While Burton conceded that the reception was warm at the Democratic convention, he wouldn't get into how well his group did among the moneyed donors who were present that week.

"There was some positive activity in terms of actual collection of cash," is all he had to say.

That shouldn't be much of a surprise. After remaining chilly to the concept of super PACs, some of the party's wealthier members are beginning to take out their checkbooks. Priorities USA announced to supporters in Charlotte that it had raised $10 million in August -- its biggest haul yet over a one-month period. As The Huffington Post's Paul Blumenthal reported, many of the super PACs spent time in North Carolina hosting happy hours, private donor briefings and end-of-convention parties, all intended to make next month's figures much larger.

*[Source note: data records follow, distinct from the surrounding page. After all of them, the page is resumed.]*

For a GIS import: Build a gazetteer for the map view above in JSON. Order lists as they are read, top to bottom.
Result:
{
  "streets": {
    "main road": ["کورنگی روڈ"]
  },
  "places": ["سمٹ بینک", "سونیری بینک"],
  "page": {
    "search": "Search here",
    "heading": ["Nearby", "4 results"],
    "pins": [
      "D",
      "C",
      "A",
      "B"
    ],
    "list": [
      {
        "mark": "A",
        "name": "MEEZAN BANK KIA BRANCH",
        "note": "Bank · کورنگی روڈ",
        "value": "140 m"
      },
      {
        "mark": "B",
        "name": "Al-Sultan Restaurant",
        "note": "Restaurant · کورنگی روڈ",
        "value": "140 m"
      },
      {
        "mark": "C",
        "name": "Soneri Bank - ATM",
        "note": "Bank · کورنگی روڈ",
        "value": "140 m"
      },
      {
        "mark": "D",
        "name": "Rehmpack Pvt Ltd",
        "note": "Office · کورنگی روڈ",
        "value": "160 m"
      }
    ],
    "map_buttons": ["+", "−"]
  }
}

The embrace has extended to the top reaches of the White House as well. Chicago Mayor Rahm Emanuel, Obama's former chief of staff, announced during the convention that he would be leaving his post as an honorary chair of the reelection campaign to help raise money for Priorities USA. (He put those fundraising efforts on hiatus Monday to deal with the teachers strike in Chicago.)

Shortly after the convention closed, a senior administration official acknowledged in a briefing with reporters that it would be helpful if Priorities USA would play an elevated role in combating GOP nominee Mitt Romney's third-party allies.

"We think that would be obviously an important development in the campaign if the resource disparity would be to get more evened up," the official said.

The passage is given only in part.